* _ACTION ITEM_:
Exactly the lines below starting at the line with "thumb mcp: (278, 330)" and ending at the line with "middle tip: (1038, 753)" are wanted, with both ends included. Leave out the pictures and add no other lines.

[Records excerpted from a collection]
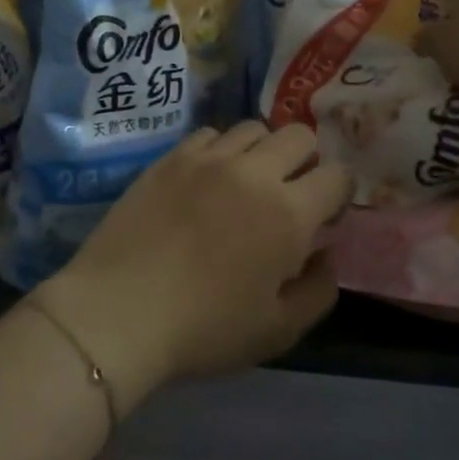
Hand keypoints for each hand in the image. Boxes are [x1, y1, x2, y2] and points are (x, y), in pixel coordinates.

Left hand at [34, 123, 350, 411]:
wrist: (120, 310)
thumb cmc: (205, 329)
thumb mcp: (278, 330)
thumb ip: (318, 289)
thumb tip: (327, 253)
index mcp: (288, 213)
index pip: (336, 174)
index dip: (338, 192)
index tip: (325, 213)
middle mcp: (253, 172)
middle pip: (298, 135)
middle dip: (306, 160)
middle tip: (290, 193)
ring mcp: (208, 158)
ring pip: (253, 128)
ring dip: (262, 150)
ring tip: (247, 182)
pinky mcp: (171, 157)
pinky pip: (210, 134)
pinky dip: (220, 150)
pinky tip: (208, 179)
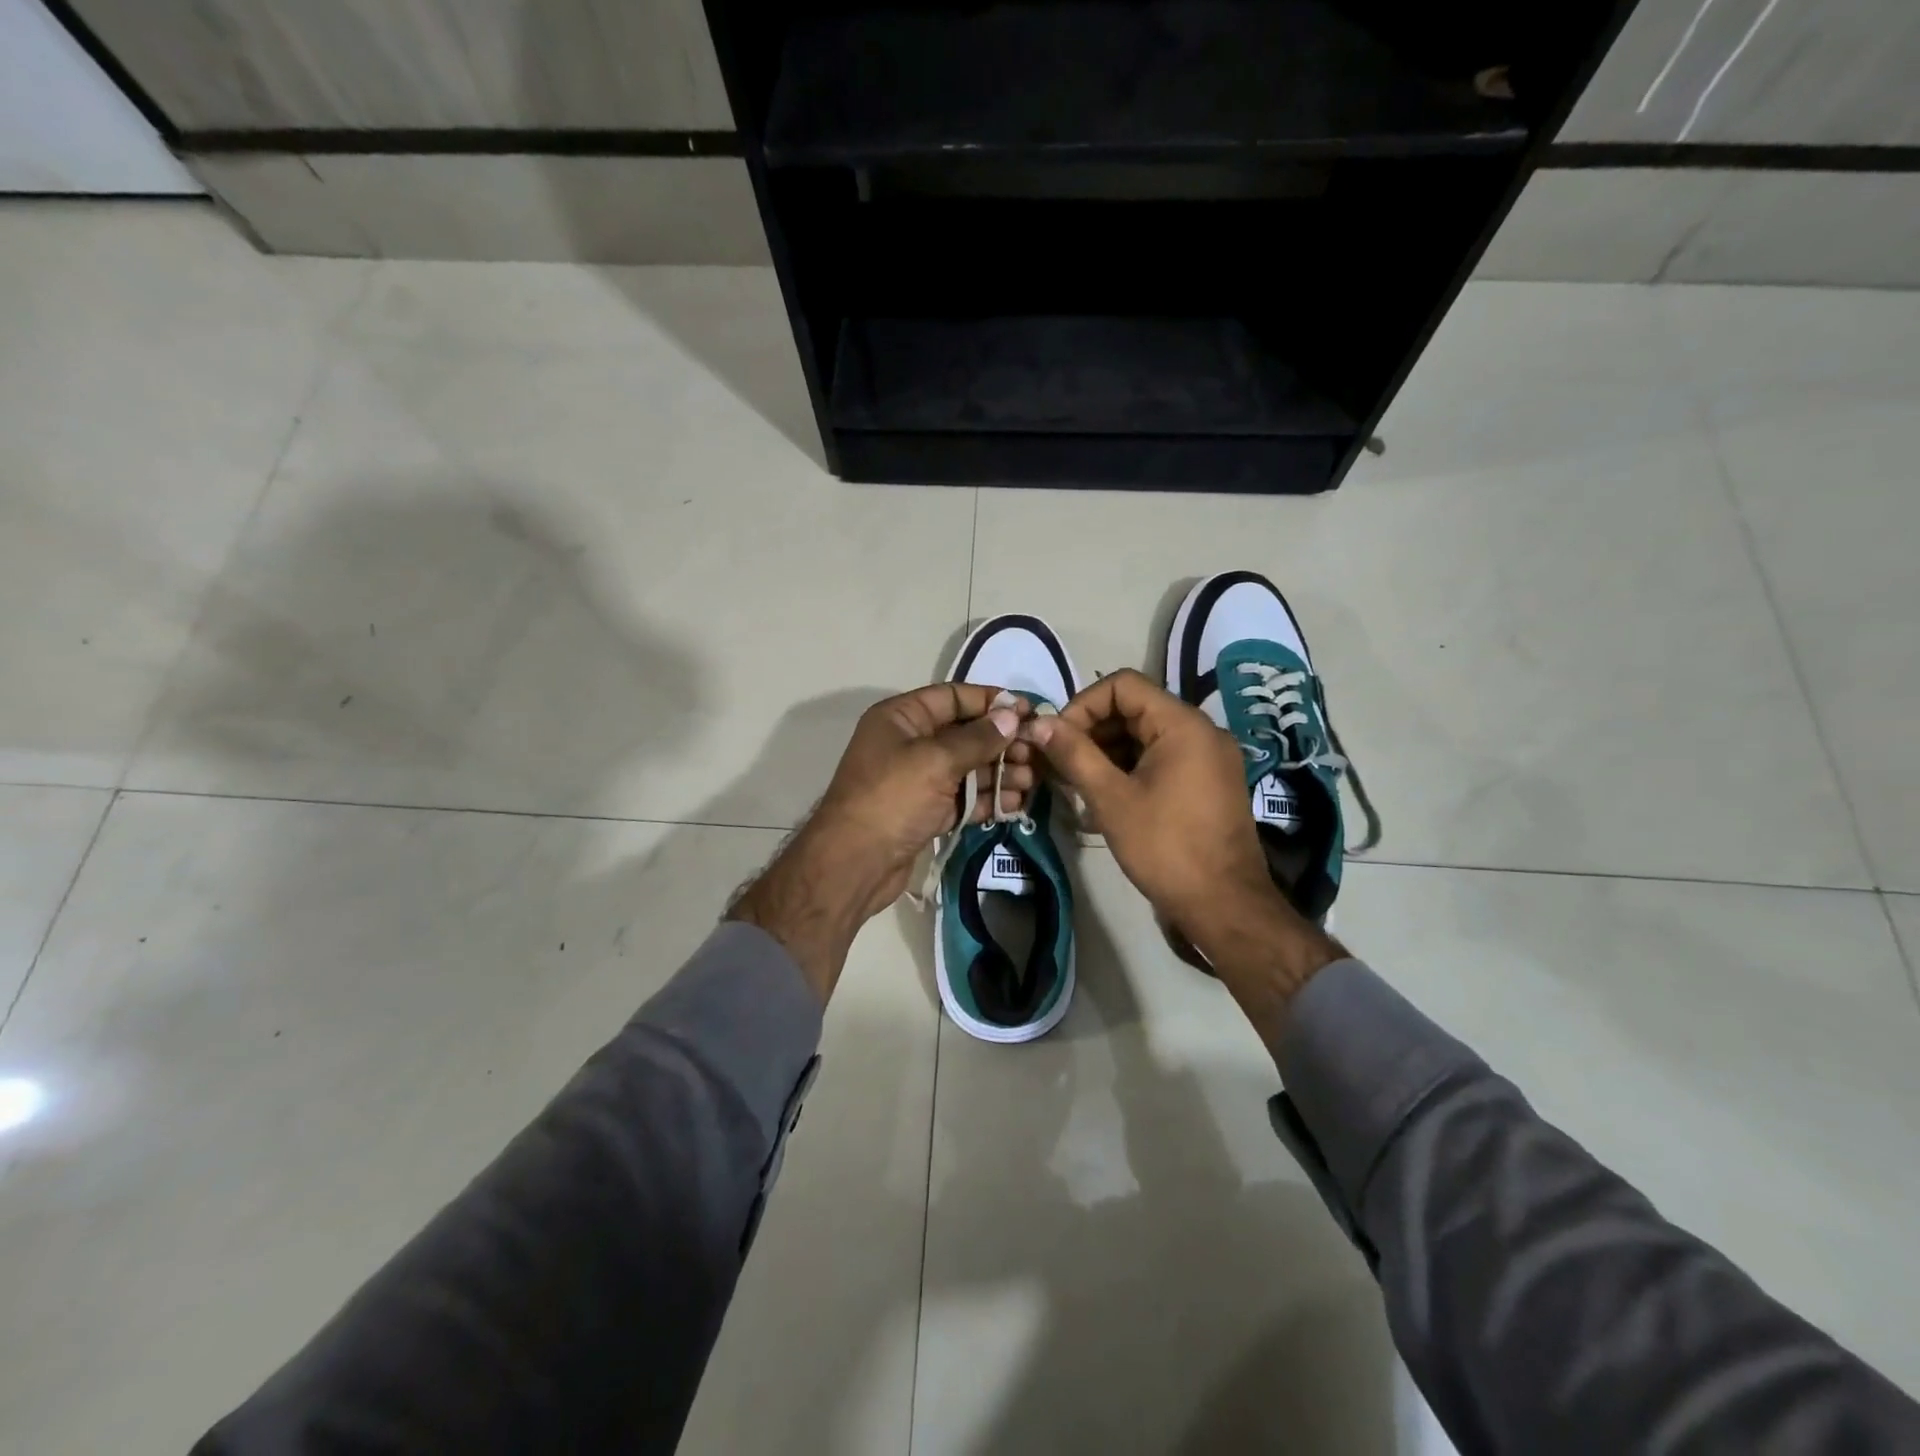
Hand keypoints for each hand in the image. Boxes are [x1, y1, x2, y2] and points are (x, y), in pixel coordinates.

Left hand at [730, 684, 1030, 1000]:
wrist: (854, 864)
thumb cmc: (891, 799)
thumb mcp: (936, 761)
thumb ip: (977, 738)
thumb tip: (1011, 716)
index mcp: (901, 718)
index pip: (952, 697)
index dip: (990, 701)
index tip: (1027, 711)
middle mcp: (908, 743)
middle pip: (964, 734)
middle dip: (1001, 742)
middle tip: (1038, 753)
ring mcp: (917, 779)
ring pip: (967, 768)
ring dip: (1000, 772)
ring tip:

* _EXERCISE SOLUTION_:
thumb mcp: (278, 330)
thumb ip: (318, 289)
thumb tip: (327, 253)
index mcp: (288, 213)
index pip: (336, 174)
index dip: (338, 192)
index tip: (325, 213)
middle mcp: (253, 172)
middle pip: (298, 135)
middle dip: (306, 160)
middle tip: (290, 193)
ring mcp: (208, 158)
ring pip: (253, 128)
ring dip: (262, 150)
ring tip: (247, 182)
pinky mcp: (171, 157)
pinky pip: (210, 134)
pinky dip: (220, 150)
pinky tip: (208, 179)
Hand keypoints for each hand in the image. Boxes are [x1, y1, x2, y2] and points are (x, y), in pixel coordinates.

Left hand at [730, 684, 1030, 1000]:
wrist: (854, 864)
thumb cmc: (891, 799)
thumb mcp: (936, 761)
thumb ip: (977, 738)
thumb tip: (1011, 716)
index mcp: (901, 718)
index pip: (952, 697)
index dip: (990, 701)
index tip: (1027, 711)
middle mcp: (908, 743)
middle pip: (964, 734)
middle dip: (1001, 742)
middle tip: (1038, 753)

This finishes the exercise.